Thursday, January 10, 2008

Movies

Movie Review

The Business of Being Born (2007)

The Business of Being Born
Red Envelope Entertainment

Jennifer Bruni, center, with a midwife, Melanie Comer, right, and a nurse in “Being Born.”

January 9, 2008

American Motherhood and the Question of Home Birth

Published: January 9, 2008

“The Business of Being Born” is a passionate ground-level examination of home childbirth, anchored in a scene in which its executive producer, Ricki Lake, the actress and former talk-show host, gives birth to her second child in a bathtub. That graphic scene, and several other unblinking sequences of home birth attended by a midwife, are intended to erase any stigma from the situation. Practiced widely in Europe and Japan, home birth has largely disappeared in the United States, the documentary states, because of an image as a primitive, unsanitary ritual.

The statistics cited in the film suggest that the revolution in childbirth from home to hospital was spurred by technology, which increasingly turned it into a surgical procedure involving multiple, often unnecessary interventions. In 1900 95 percent of births in the United States took place at home. By 1938 the number had shrunk to half. Today the number is less than 1 percent.

As the film enumerates disadvantages of hospital births, conspiracy theorists might detect a plot by the medical establishment to take control of a process for both economic and psychological reasons. But the medical establishment would argue that a hospital is the safest place to give birth because if something goes wrong, speed is essential. “The Business of Being Born” is not overtly political. Its feminism is palpable but unspoken.

Here are some of the disadvantages laid out in the film: Obstetricians have surgical training, but the film contends that many have never seen a fully natural birth and are therefore unprepared to supervise one. Because hospitals are businesses that thrive on a high turnover, drugs to induce and speed labor (and that often make it more intense and painful) serve the system by filling and emptying beds at a faster rate.

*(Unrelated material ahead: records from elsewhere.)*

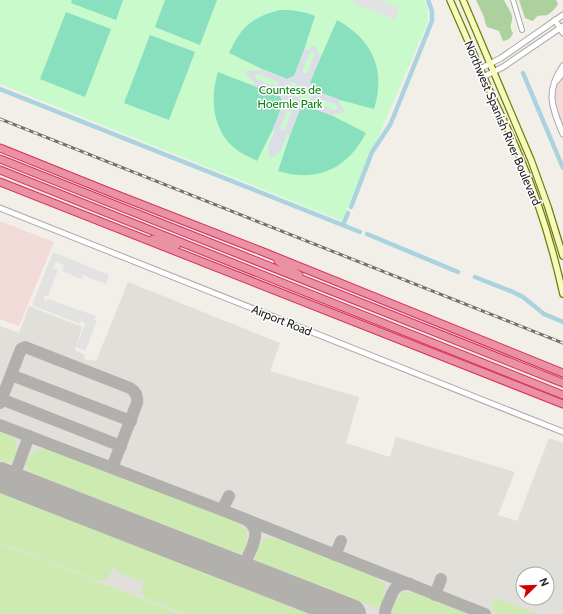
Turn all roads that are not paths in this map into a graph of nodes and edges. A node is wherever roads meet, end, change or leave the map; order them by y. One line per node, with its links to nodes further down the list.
1 (450, 0): 9 (main road, Northwest Spanish River Boulevard)
2 (463, 0): 7 (main road, Northwest Spanish River Boulevard)
3 (513, 0): 6 (street)
4 (559, 18): 5 (street); 7 (street)
5 (562, 28): 10 (street)
6 (522, 30)
7 (490, 64): 9 (street); 10 (main road, Northwest Spanish River Boulevard)
8 (563, 66): 13 (street)
9 (480, 69): 12 (main road, Northwest Spanish River Boulevard)
10 (494, 72): 12 (street); 23 (main road, Northwest Spanish River Boulevard)
11 (563, 73): 13 (street)
12 (483, 77): 25 (main road, Northwest Spanish River Boulevard)
13 (554, 84): 14 (street)
14 (563, 134)
15 (0, 148): 22 (highway)
16 (0, 159): 24 (highway)
17 (0, 170): 21 (highway)
18 (0, 182): 20 (highway)
19 (0, 208): 30 (street, Airport Road)
20 (126, 232): 21 (highway); 29 (highway)
21 (203, 251): 28 (highway)
22 (261, 251): 24 (highway); 26 (highway)
23 (563, 256)
24 (317, 286): 27 (highway)
25 (563, 294)
26 (563, 373)
27 (563, 383)
28 (563, 395)
29 (563, 404)
30 (563, 432)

There are horror stories here of widely accepted medical practices that were subsequently shown to be dangerous to a newborn. The administration of the drug scopolamine in the ’40s, ’50s and ’60s was supposed to stop pain but, the documentary says, eliminated the memory of pain, often leaving the mother suffering post-traumatic stress. The taking of X-rays of the pelvis was common until the discovery that some babies developed cancer as a result. The use of the infamous drug thalidomide for morning sickness was found to cause birth defects. In the 1990s the drug Cytotec to stimulate contractions was found to cause ruptured uteruses.

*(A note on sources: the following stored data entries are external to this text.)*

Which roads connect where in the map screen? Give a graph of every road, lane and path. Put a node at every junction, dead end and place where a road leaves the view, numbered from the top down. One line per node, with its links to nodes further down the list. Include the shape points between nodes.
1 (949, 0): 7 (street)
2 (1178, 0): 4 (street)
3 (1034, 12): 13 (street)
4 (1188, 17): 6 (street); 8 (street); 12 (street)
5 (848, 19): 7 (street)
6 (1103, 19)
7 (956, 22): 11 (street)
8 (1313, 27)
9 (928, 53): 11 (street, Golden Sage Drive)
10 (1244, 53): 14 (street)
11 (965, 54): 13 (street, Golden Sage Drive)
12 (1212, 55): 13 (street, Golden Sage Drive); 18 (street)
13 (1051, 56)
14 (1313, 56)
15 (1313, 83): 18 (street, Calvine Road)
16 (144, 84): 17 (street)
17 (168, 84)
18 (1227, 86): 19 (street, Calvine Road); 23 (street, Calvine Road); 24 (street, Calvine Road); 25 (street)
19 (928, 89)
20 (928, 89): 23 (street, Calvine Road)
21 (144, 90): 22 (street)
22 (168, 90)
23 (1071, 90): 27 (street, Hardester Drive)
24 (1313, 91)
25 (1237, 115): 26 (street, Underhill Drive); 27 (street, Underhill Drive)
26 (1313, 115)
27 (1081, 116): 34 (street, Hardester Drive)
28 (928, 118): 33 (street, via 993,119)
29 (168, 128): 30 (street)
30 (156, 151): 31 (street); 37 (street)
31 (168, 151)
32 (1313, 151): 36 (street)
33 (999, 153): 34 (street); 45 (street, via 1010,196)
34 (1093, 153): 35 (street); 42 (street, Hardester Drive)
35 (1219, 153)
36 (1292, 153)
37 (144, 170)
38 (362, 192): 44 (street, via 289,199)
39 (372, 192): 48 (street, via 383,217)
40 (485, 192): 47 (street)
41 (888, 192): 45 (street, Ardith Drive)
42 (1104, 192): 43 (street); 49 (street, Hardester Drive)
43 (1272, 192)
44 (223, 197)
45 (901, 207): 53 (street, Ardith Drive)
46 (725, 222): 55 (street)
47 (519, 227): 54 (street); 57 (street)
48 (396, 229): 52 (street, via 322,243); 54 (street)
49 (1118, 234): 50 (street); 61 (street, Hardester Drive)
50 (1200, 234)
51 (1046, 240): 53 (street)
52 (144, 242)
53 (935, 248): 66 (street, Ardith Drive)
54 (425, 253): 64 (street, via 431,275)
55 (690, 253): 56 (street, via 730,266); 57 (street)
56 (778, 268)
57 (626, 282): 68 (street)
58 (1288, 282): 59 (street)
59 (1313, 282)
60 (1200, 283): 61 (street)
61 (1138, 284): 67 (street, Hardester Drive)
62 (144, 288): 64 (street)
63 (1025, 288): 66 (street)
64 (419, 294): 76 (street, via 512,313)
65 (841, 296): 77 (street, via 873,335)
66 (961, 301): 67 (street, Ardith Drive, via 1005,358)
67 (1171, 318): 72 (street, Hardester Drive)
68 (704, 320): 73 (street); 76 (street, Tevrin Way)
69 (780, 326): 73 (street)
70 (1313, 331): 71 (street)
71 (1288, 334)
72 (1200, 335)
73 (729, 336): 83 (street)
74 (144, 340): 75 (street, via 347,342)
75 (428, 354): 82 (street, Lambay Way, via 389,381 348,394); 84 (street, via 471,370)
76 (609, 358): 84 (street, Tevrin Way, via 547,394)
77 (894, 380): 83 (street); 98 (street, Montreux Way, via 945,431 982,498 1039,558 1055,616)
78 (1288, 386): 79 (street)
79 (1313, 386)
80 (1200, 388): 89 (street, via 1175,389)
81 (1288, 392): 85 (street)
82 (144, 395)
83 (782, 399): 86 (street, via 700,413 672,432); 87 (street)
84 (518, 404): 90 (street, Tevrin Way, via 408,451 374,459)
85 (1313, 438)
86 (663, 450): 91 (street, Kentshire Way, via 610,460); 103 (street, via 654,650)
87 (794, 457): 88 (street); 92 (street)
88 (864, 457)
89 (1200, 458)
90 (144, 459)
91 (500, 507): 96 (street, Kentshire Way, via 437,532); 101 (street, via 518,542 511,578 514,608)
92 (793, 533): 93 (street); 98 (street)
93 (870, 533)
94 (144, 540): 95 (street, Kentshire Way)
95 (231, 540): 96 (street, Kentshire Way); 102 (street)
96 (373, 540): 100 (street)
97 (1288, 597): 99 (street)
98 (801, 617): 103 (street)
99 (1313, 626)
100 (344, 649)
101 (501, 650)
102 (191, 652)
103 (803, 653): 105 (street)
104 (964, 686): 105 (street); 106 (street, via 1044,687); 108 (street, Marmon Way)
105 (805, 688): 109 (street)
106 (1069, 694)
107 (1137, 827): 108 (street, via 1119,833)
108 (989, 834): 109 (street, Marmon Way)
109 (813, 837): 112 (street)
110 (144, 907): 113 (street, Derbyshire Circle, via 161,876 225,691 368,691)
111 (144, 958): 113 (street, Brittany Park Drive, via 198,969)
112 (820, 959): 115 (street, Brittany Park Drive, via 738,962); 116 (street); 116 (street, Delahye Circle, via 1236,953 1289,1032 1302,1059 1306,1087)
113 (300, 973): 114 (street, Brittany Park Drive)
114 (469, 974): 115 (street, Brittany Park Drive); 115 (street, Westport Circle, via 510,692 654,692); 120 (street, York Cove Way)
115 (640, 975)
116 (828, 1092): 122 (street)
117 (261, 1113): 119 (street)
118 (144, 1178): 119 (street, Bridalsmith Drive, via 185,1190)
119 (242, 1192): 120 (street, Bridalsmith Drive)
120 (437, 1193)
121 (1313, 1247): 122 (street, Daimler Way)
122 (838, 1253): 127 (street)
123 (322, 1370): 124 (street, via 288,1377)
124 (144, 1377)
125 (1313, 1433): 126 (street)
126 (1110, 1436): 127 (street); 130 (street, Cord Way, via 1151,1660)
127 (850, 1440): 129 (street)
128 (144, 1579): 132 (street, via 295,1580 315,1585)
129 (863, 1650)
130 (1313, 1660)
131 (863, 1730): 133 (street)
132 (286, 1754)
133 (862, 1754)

The movie sharply criticizes the “lithotomy” position, in which the mother, lying on her back, is encouraged to “push.” Because it makes the pelvis smaller, that position increases the likelihood of having to deliver a baby with forceps or a vacuum extractor. Squatting is much less stressful for the mother, but more so for the doctor, who must catch the baby. The natural births in the film, including Ms. Lake’s, are carried out in a squatting position in warm water with a midwife and loved ones at hand.

The one exception in the movie is the breach-birth hospital delivery of Abby Epstein, the film’s director and one of its producers. (Her husband, Paulo Netto, is one of its producers as well as its cinematographer.) The movie’s recognition that natural childbirth in the home isn’t the answer for everyone keeps “The Business of Being Born” from turning into a one-note polemic.

Increasingly, the use of a Caesarean section, once the last resort in the event of an emergency, has become commonplace because it is so efficient. But as one expert after another points out, a C-section is major surgery. Although a woman’s first C-section poses few risks, the dangers of serious complications increase with each repetition. It is also very expensive.

The cost of our blind trust in hospital technology, the film implies, is reflected in the United States infant-mortality rate, the second-highest in industrialized countries. What accounts for that fact? “The Business of Being Born” suggests that a cultural aversion to natural home childbirth is a contributing factor.

THE BUSINESS OF BEING BORN

Opens on Wednesday in Manhattan.

Directed by Abby Epstein; director of photography, Paulo Netto; edited by Madeleine Gavin; produced by Ms. Epstein, Amy Slotnick and Mr. Netto; released by Red Envelope Entertainment and International Film Circuit. At the IFC Center, 323 Avenue of the Americas, at Third Street, Greenwich Village. Running time: 1 hour 27 minutes. This film is not rated.